然而,就在這用人之際,北京驚覺香港的政治人才問題,不止是青黃不接那麼簡單──多年來流於表面的表態政治、近年的民粹浪潮及近一輪的大清洗,已導致本港政治人才涸竭,但另一邊廂卻突然需要額外300位選委及數十位立法會議員。面對這人才荒以及建制派內部的明爭暗鬥,相信北京也頭痛不已,只好先擱下其他問題,但這樣香港政治「有形無神」的虛無時期亦勢將延長。
貫穿中國歷史的「二律背反」
回歸24年後的今天,我們都深刻地意識到香港長期處於一個迴圈之中不斷浮沉,無法自拔,背後的根源在於中央帝國的「二律背反」。
「二律背反」是德國古典哲學家康德所提出的概念,指兩個相反命題,儘管都可以各自成立,都能自圓其說,但其中任一命題都不能克服另一命題。
一篇網上文章很有意思,作者指出傳統帝國的「二律背反」長期並存,幾乎貫穿了整個中國歷史,當中「儒表法裏」或「外儒內法」正是一種典型的二律背反:歷代統治者,為了低成本地統治這片廣袤的國土,必須不斷地提出普遍化的道德理想,為皇權專制提供正當性。然而,皇權專制的本性,卻時時刻刻在否定普遍理想的正當性。

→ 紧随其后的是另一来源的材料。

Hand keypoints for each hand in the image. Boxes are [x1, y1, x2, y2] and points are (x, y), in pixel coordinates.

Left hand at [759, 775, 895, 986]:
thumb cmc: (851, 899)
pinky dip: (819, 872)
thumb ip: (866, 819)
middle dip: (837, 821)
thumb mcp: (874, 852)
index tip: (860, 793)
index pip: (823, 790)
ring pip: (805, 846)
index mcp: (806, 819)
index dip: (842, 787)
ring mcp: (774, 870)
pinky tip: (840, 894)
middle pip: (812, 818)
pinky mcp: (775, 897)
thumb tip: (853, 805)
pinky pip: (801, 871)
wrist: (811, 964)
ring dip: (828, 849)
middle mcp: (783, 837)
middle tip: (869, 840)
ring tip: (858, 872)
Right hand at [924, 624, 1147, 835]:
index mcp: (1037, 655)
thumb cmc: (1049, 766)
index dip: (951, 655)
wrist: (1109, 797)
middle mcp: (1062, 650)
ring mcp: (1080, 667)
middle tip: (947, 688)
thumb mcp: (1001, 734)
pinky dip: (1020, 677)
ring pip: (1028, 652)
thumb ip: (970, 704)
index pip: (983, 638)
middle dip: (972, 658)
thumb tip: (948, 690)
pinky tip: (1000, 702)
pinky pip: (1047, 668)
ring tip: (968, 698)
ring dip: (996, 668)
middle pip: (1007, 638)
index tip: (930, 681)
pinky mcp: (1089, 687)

具體而言,作為一套治理秩序的專制帝國,為了維護統治,必然提出一套讓天下人臣服的「普世理想」,但其專權本質所必需的,諸如龐大的官僚體系、不受制約的皇權統治,在長時段的歷史中不斷反噬理想的普遍性,使其不斷虛偽化。
事實上,一國兩制的設計與實施,本來是為免香港墮進中央帝國這個「二律背反」的迴圈之中,甚至希望一併讓中國走出這迴圈。可是正如網上文章所指出,中國一直徘徊在開放與排外兩個極端之間:當非我族類能被同化時,中國就會積極地開放,甚至允許外國人參加科舉;但當他們不能被同化時,就淪為蠻夷,斥之為賊,必欲除之而後快——這正是香港回歸以來的寫照。
一國兩制的宿命與悖論
香港的悲劇就在於明知宿命(二律背反)難違,但仍設法避免,然而解決辦法自身(一國兩制)卻是另一個悖論。港人就是以這種「明知宿命、明知悖論」的心態迎來回歸,卻發現沒有人駕馭得了一國兩制,最後落得反被帝國的二律背反所吞噬的下場,任誰也掙脫不了宿命。

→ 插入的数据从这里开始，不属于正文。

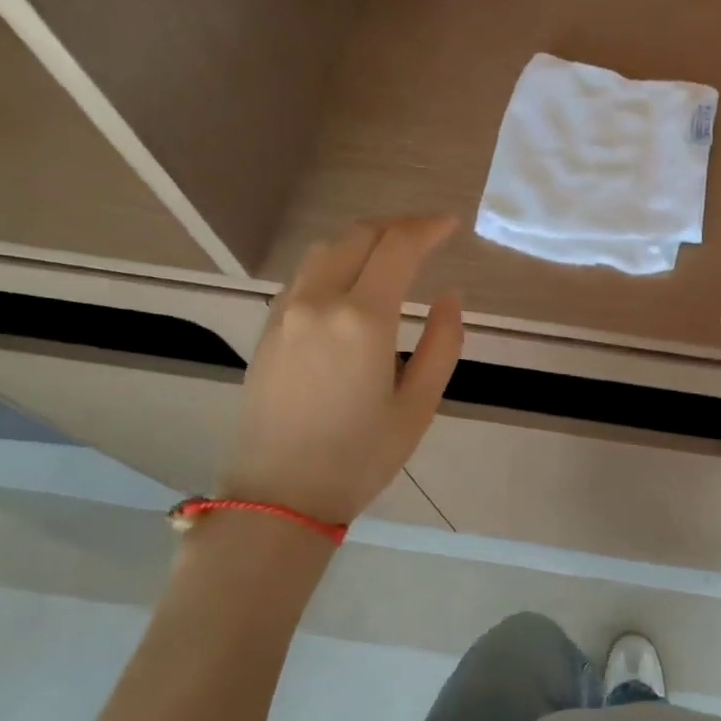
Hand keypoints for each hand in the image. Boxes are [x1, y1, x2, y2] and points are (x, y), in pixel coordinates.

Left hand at [218, 216, 461, 525]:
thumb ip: (442, 343)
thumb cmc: (360, 457)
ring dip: (364, 239)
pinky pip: (305, 274)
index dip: (427, 228)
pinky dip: (337, 260)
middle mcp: (319, 301)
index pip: (397, 247)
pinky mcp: (269, 328)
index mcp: (363, 319)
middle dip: (397, 226)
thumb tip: (449, 296)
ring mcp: (286, 312)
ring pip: (326, 249)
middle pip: (358, 236)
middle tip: (428, 234)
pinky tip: (354, 281)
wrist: (279, 495)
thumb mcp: (419, 405)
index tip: (451, 225)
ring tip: (393, 251)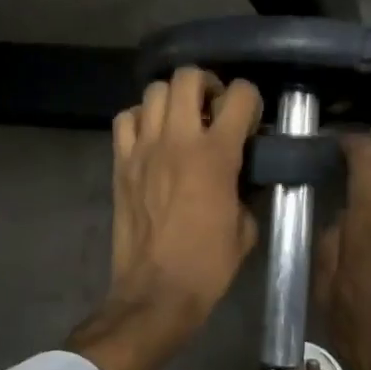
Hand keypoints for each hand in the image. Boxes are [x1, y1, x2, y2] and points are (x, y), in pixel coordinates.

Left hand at [70, 68, 263, 369]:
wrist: (155, 292)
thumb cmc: (208, 265)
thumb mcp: (245, 228)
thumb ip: (245, 190)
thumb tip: (241, 175)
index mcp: (216, 155)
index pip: (239, 96)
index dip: (249, 99)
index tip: (249, 118)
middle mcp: (178, 140)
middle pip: (188, 77)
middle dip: (207, 84)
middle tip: (213, 107)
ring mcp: (144, 149)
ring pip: (154, 91)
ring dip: (173, 98)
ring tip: (181, 119)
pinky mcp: (121, 163)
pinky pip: (125, 119)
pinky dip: (140, 118)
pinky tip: (151, 135)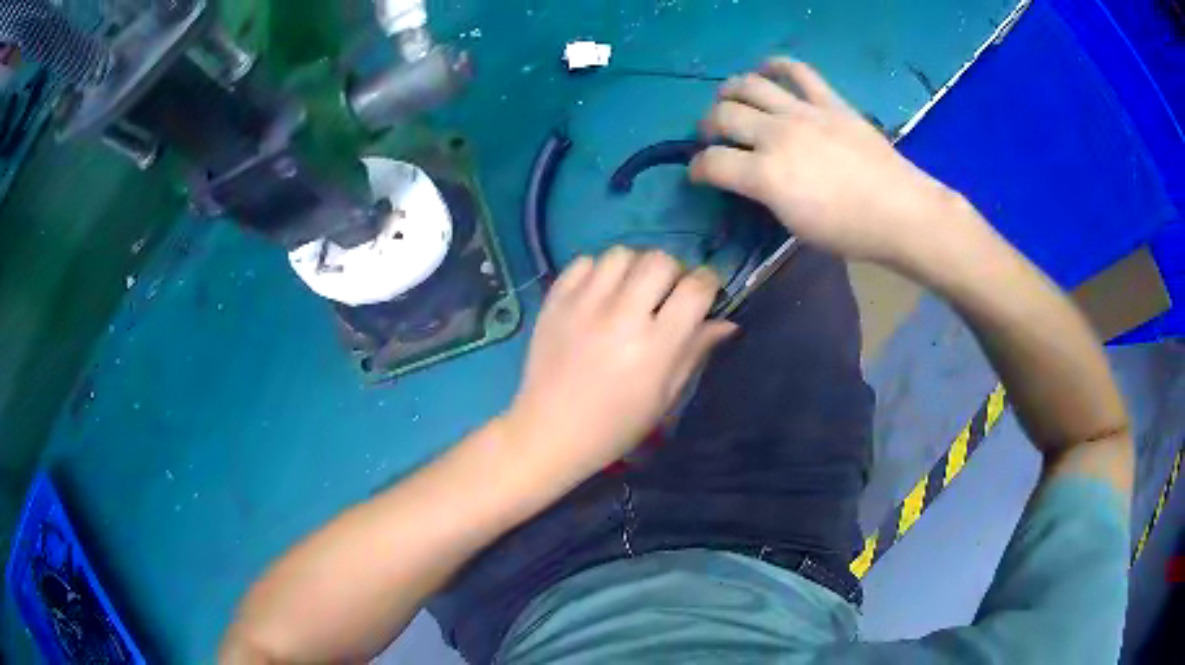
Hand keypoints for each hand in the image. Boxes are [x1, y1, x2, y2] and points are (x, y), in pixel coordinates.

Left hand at [504, 248, 736, 482]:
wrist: (550, 431)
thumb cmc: (615, 425)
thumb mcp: (665, 397)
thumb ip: (695, 352)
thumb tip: (728, 322)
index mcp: (654, 346)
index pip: (695, 288)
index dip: (708, 283)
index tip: (705, 293)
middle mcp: (620, 316)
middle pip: (659, 260)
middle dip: (673, 272)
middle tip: (666, 294)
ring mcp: (583, 305)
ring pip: (621, 254)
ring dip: (635, 267)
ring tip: (630, 291)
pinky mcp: (555, 301)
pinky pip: (584, 262)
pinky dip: (598, 271)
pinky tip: (599, 294)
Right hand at [689, 58, 958, 266]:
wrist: (900, 212)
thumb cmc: (849, 231)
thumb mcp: (794, 224)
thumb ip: (764, 194)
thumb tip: (749, 176)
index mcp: (766, 175)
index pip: (711, 163)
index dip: (697, 169)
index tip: (698, 173)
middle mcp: (776, 135)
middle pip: (723, 114)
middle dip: (707, 125)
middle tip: (713, 135)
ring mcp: (804, 112)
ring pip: (750, 85)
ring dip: (730, 90)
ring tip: (730, 99)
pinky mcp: (829, 101)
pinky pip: (798, 71)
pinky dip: (777, 65)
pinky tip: (767, 70)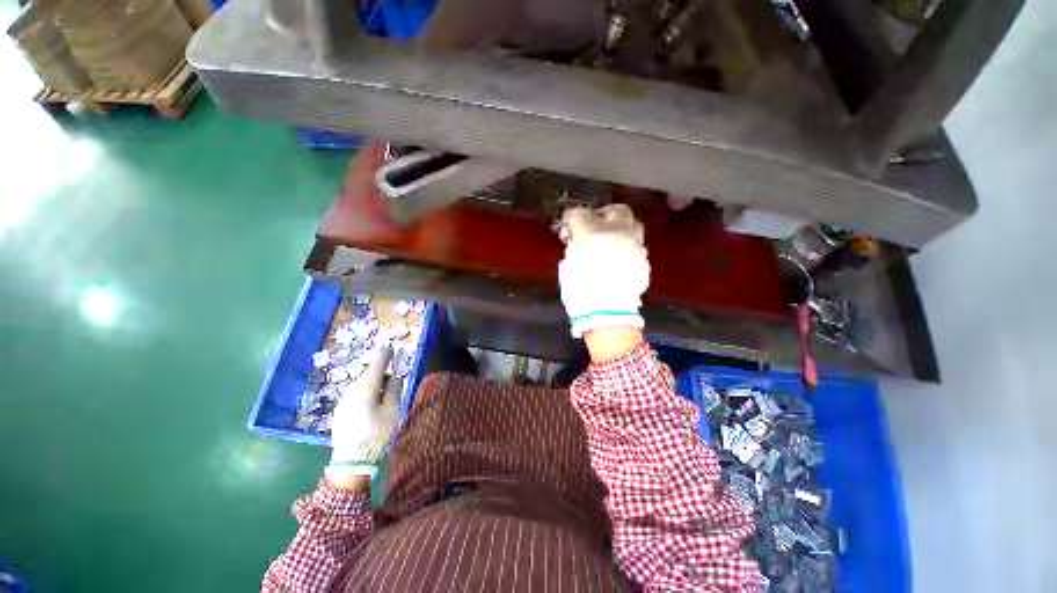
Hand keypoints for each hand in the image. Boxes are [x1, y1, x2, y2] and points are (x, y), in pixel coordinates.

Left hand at [327, 348, 399, 480]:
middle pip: (368, 375)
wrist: (350, 462)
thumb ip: (394, 389)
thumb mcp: (392, 410)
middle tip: (392, 374)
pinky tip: (371, 402)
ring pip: (361, 385)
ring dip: (372, 383)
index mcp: (365, 388)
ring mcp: (343, 401)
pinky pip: (355, 395)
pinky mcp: (340, 412)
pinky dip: (365, 392)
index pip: (376, 365)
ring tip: (384, 390)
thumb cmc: (376, 434)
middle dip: (380, 371)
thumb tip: (395, 376)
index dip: (384, 356)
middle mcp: (351, 391)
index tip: (390, 347)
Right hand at [558, 204, 650, 338]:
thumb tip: (576, 242)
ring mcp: (635, 247)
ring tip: (610, 245)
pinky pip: (636, 247)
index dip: (573, 218)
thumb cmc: (580, 291)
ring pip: (632, 227)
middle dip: (605, 216)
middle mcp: (618, 233)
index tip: (570, 226)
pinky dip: (627, 250)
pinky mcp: (644, 262)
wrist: (607, 315)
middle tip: (595, 228)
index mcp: (591, 233)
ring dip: (620, 231)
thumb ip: (573, 248)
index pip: (580, 214)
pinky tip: (618, 262)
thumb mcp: (567, 267)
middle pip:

筆者帶出「二律背反」並非只為了道出這悲劇,而是指出即使帝國的「二律背反」長期並存,但也有着一定的操作手法與內在邏輯。網上文章舉出了商鞅變法和漢武帝的「推恩令」兩個例子,兩者目標皆為強化中央集權,但商鞅和漢武帝均提供了充分的誘因──商鞅的辦法是獎勵耕戰,讓百姓得以與貴族競爭,而漢武帝則強制諸侯王把土地採用諸子均分制,不准只傳給嫡長子,令諸侯王被「變相削藩」,使兩者最終以較低的代價和阻力,達到原本目的。
奇怪的是,目前中央對港政策同樣是為了集權,卻絲毫不見上述的操作手法與內在驅動力:在一方面中央冀求根本地解決香港問題,但另一方面政治主題與適當的誘因皆欠奉,並習慣性將施政失誤推到國家安全和意識形態上面的情况下,這只會是一種破壞性創造,欠缺關鍵性的轉化性元素,幾乎可以斷定推行時將舉步維艱、事倍功半,以這種狀態肯定無法支持到「深層次矛盾」得到處理的時候。

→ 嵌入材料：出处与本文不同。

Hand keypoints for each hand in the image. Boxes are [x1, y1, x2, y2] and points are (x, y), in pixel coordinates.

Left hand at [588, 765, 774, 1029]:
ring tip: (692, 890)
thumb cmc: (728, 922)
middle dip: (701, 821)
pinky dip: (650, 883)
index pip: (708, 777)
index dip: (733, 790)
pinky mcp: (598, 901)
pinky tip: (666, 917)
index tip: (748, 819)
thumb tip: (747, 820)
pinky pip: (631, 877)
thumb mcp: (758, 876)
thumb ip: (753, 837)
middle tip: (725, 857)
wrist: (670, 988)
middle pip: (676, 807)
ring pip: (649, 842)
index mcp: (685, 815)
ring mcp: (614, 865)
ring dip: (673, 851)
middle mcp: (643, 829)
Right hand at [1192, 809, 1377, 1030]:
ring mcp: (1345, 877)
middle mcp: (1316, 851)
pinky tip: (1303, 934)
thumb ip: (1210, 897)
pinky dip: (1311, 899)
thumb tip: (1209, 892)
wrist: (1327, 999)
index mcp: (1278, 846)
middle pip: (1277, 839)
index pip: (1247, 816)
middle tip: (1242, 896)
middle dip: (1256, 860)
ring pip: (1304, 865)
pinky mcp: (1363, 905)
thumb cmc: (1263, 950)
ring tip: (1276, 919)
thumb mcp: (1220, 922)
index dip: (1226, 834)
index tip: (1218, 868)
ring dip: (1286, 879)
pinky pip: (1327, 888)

正如康德的二律背反的發現,揭示出人類對於事物的認知,將不可避免的走向其對立面,從而令黑格爾認識到矛盾是普遍存在的,那麼要把握一個對象,就須掌握「肯定、否定、否定之否定」的規律和發展過程。現在北京對於一國兩制已從「肯定」進入「否定」階段,並且認定這種矛盾是消極的,因而只見「對立」,未見「統一」。為此,各方有必要促進中央對矛盾的對立統一的探索,以助它排除這種片面性,促進它過渡到「否定之否定」,讓一國兩制正式進入對立統一的新階段。
原刊於《明報》,本社獲作者授權轉載。